Every entry below is to be copied exactly, apart from any picture it holds.

Collected data entries:
———

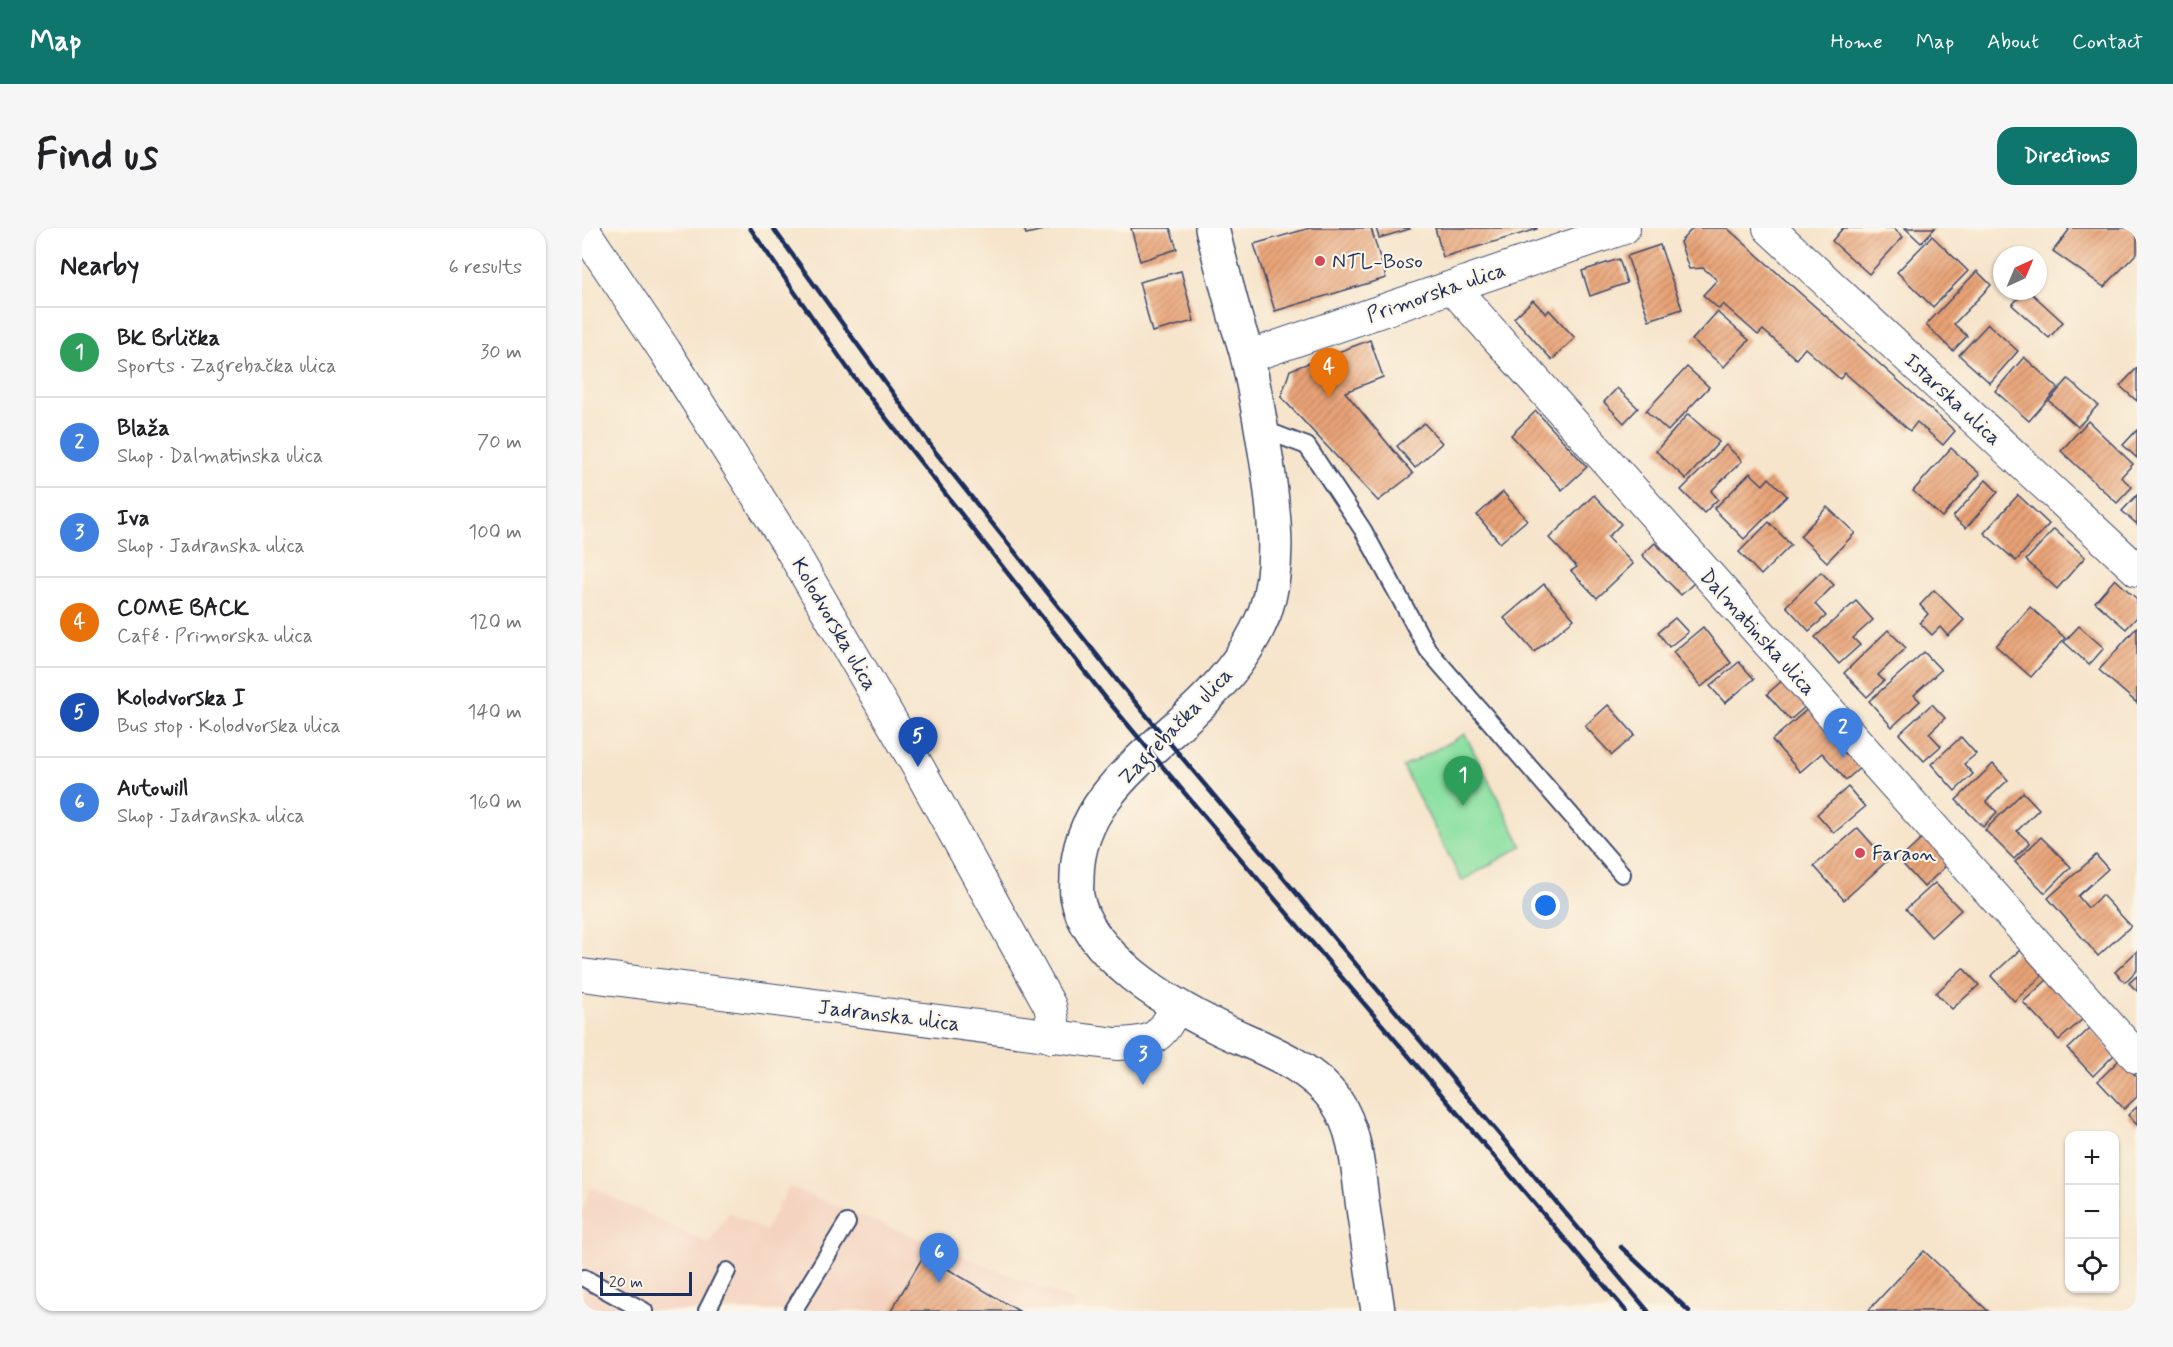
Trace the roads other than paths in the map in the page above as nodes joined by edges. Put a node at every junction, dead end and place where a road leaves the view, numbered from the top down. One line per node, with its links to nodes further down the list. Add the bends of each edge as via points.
1 (582, 228): 13 (street, Kolodvorska ulica, via 788,544 918,767 1050,1006)
2 (1212, 228): 7 (main road, Zagrebačka ulica)
3 (1624, 228): 5 (street, Primorska ulica)
4 (1769, 228): 9 (street, Istarska ulica)
5 (1572, 236): 6 (street, Primorska ulica)
6 (1452, 287): 7 (street, Primorska ulica); 14 (street, Dalmatinska ulica)
7 (1247, 357): 8 (main road, Zagrebačka ulica)
8 (1262, 429): 10 (lane, via 1307,447 1363,530 1428,650); 12 (main road, Zagrebačka ulica, via 1276,549 1265,611 1247,647 1214,690 1129,771 1096,809 1083,834 1077,862 1077,896 1086,922 1103,948)
9 (2137, 570)
10 (1622, 874)
11 (582, 975): 13 (street, Jadranska ulica)
12 (1178, 1006): 13 (street, Jadranska ulica, via 1157,1037 1140,1044); 21 (main road, Zagrebačka ulica, via 1273,1052 1311,1076 1335,1100 1349,1124 1356,1154)
13 (1052, 1037)
14 (2137, 1057)
15 (847, 1223): 20 (lane)
16 (727, 1271): 19 (lane)
17 (584, 1278): 18 (lane)
18 (644, 1311)
19 (707, 1311)
20 (793, 1311)
21 (1378, 1311)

———

[EXERCISE OUTPUT]
Trace the roads other than paths in the map in the page above as nodes joined by edges. Put a node at every junction, dead end and place where a road leaves the view, numbered from the top down. One line per node, with its links to nodes further down the list. Add the bends of each edge as via points.
1 (582, 228): 13 (street, Kolodvorska ulica, via 788,544 918,767 1050,1006)
2 (1212, 228): 7 (main road, Zagrebačka ulica)
3 (1624, 228): 5 (street, Primorska ulica)
4 (1769, 228): 9 (street, Istarska ulica)
5 (1572, 236): 6 (street, Primorska ulica)
6 (1452, 287): 7 (street, Primorska ulica); 14 (street, Dalmatinska ulica)
7 (1247, 357): 8 (main road, Zagrebačka ulica)
8 (1262, 429): 10 (lane, via 1307,447 1363,530 1428,650); 12 (main road, Zagrebačka ulica, via 1276,549 1265,611 1247,647 1214,690 1129,771 1096,809 1083,834 1077,862 1077,896 1086,922 1103,948)
9 (2137, 570)
10 (1622, 874)
11 (582, 975): 13 (street, Jadranska ulica)
12 (1178, 1006): 13 (street, Jadranska ulica, via 1157,1037 1140,1044); 21 (main road, Zagrebačka ulica, via 1273,1052 1311,1076 1335,1100 1349,1124 1356,1154)
13 (1052, 1037)
14 (2137, 1057)
15 (847, 1223): 20 (lane)
16 (727, 1271): 19 (lane)
17 (584, 1278): 18 (lane)
18 (644, 1311)
19 (707, 1311)
20 (793, 1311)
21 (1378, 1311)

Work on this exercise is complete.